DATA PROVIDED: Begin

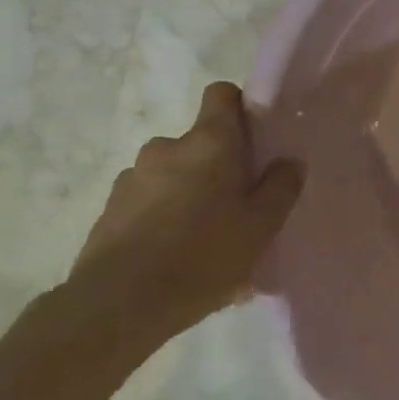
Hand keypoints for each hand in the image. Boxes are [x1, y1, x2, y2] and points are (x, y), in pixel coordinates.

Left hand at [69, 82, 302, 351]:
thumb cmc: (202, 256)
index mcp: (208, 142)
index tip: (254, 140)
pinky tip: (175, 259)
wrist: (116, 305)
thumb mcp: (261, 226)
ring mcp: (132, 177)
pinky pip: (149, 203)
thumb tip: (289, 162)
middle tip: (236, 208)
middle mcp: (166, 147)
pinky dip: (163, 219)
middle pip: (201, 143)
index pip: (222, 94)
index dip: (240, 109)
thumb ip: (281, 187)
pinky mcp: (110, 210)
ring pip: (174, 175)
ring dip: (189, 195)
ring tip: (204, 242)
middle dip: (218, 167)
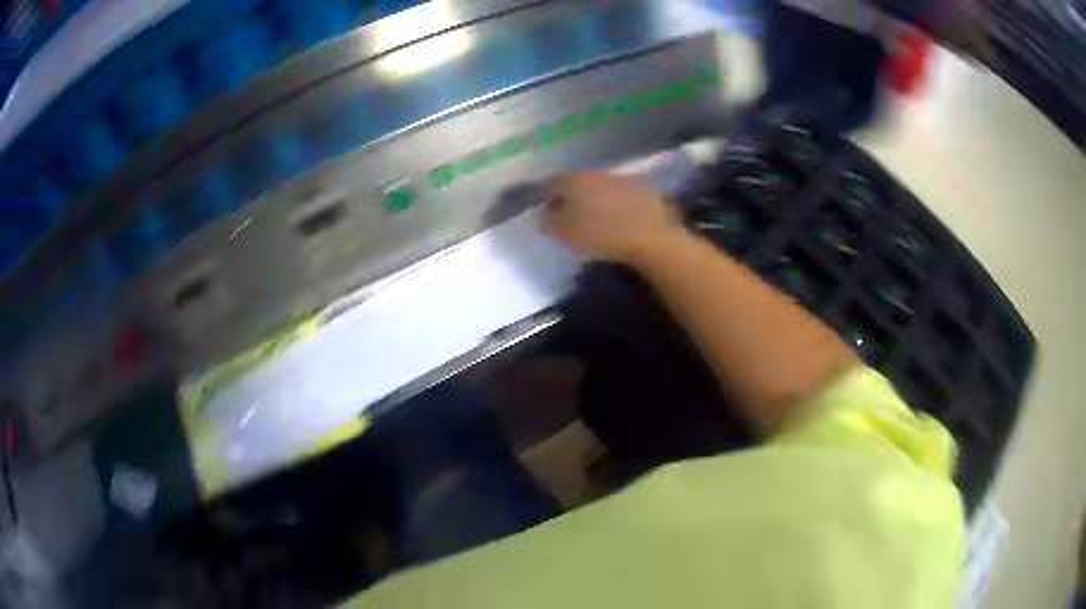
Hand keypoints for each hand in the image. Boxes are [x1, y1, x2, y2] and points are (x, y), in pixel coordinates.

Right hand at [541, 172, 684, 263]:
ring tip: (594, 217)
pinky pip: (620, 192)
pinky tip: (618, 217)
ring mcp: (620, 177)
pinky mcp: (641, 187)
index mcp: (573, 180)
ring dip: (593, 198)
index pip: (549, 183)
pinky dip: (614, 202)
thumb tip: (541, 215)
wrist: (651, 236)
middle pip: (575, 182)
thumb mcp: (565, 234)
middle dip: (569, 196)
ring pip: (598, 185)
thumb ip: (548, 222)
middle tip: (568, 215)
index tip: (544, 212)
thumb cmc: (602, 235)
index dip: (543, 197)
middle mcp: (594, 173)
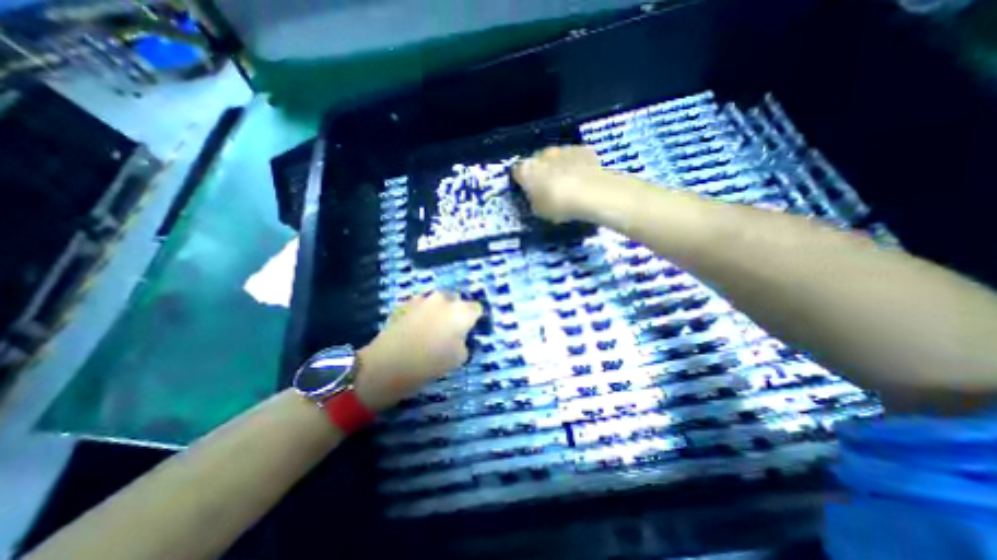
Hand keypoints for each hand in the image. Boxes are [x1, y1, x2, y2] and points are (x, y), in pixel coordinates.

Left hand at [357, 292, 485, 411]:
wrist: (387, 364)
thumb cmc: (430, 363)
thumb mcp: (459, 358)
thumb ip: (465, 341)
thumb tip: (460, 336)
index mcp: (461, 311)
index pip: (477, 308)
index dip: (474, 320)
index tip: (469, 331)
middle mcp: (444, 299)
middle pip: (457, 301)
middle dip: (456, 312)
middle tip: (450, 331)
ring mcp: (422, 299)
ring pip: (437, 302)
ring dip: (438, 311)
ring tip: (430, 330)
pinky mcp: (405, 303)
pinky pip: (421, 306)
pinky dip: (422, 313)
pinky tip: (414, 329)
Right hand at [514, 144, 616, 221]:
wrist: (592, 193)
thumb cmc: (559, 205)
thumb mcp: (539, 211)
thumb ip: (534, 201)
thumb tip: (535, 196)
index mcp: (527, 169)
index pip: (517, 173)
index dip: (522, 182)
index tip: (528, 191)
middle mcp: (542, 154)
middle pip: (537, 162)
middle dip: (540, 173)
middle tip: (548, 189)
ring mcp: (563, 149)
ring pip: (556, 158)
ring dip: (558, 168)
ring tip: (568, 185)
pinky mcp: (582, 148)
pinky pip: (574, 157)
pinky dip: (575, 165)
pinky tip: (582, 179)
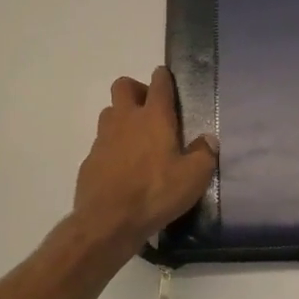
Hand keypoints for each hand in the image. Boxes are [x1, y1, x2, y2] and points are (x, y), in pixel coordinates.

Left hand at [73, 68, 217, 250]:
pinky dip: (112, 148)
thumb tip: (208, 140)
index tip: (166, 78)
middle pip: (123, 86)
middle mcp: (125, 120)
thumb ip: (204, 154)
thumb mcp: (194, 177)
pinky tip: (123, 169)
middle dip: (136, 90)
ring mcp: (103, 139)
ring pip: (109, 113)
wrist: (108, 222)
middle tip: (150, 110)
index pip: (159, 83)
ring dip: (122, 117)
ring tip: (137, 139)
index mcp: (154, 117)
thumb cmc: (156, 193)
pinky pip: (101, 144)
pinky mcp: (89, 160)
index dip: (163, 77)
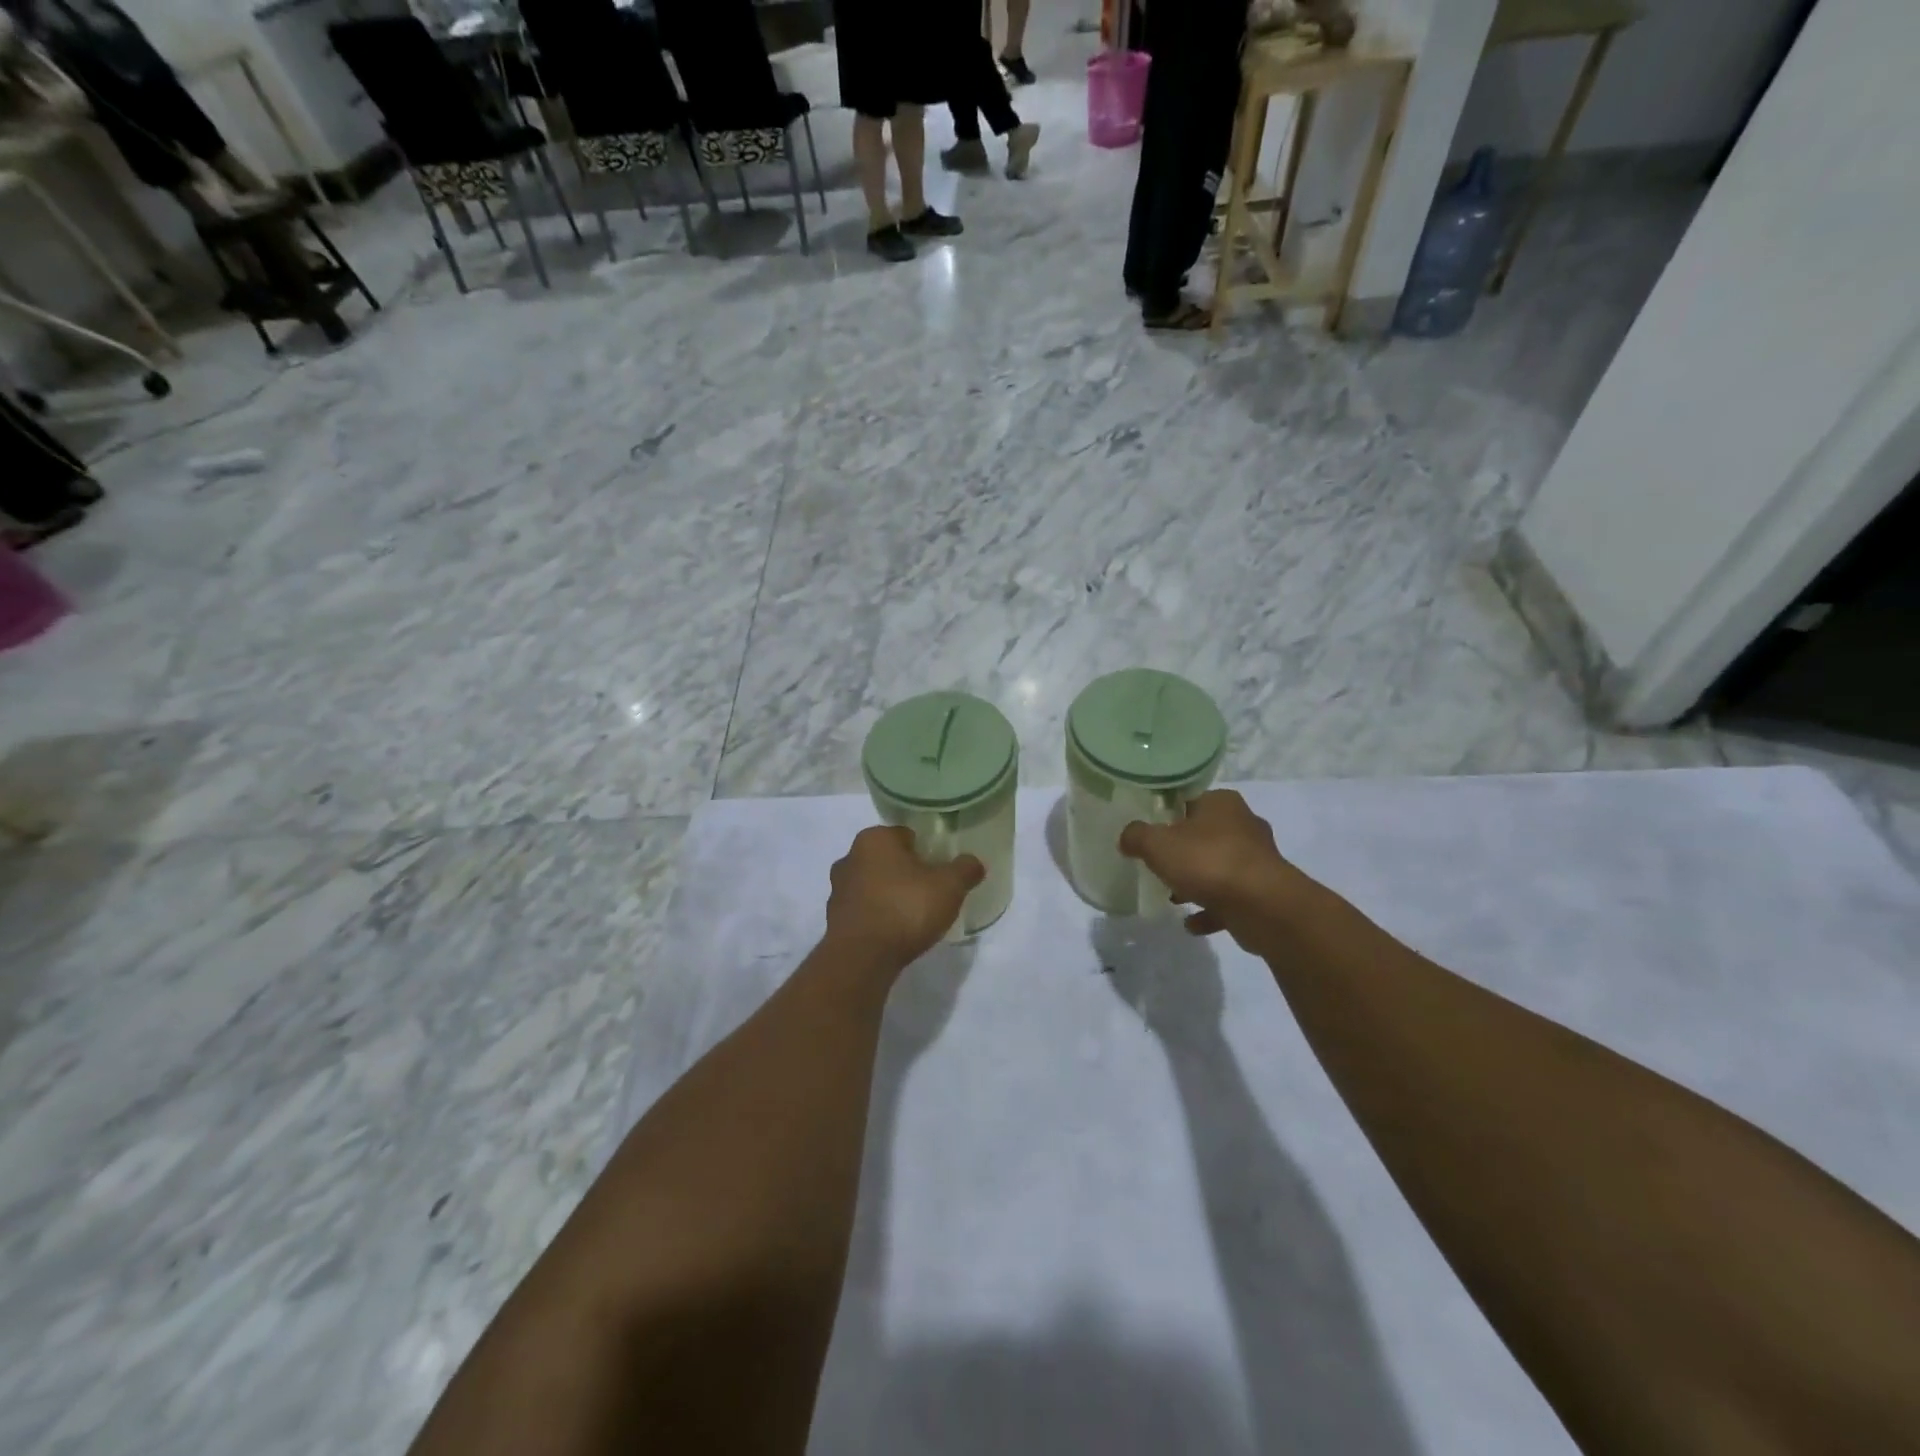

DATA PROVIDED: End

--- WHAT TO WORK ON ---
Look for the word "Left" in the listing above, and copy every line where you find it.

--- RESULT BELOW ---
Left hand at [69, 82, 302, 351]:
Left hand at [357, 292, 485, 411]:
Left hand at [73, 68, 217, 250]:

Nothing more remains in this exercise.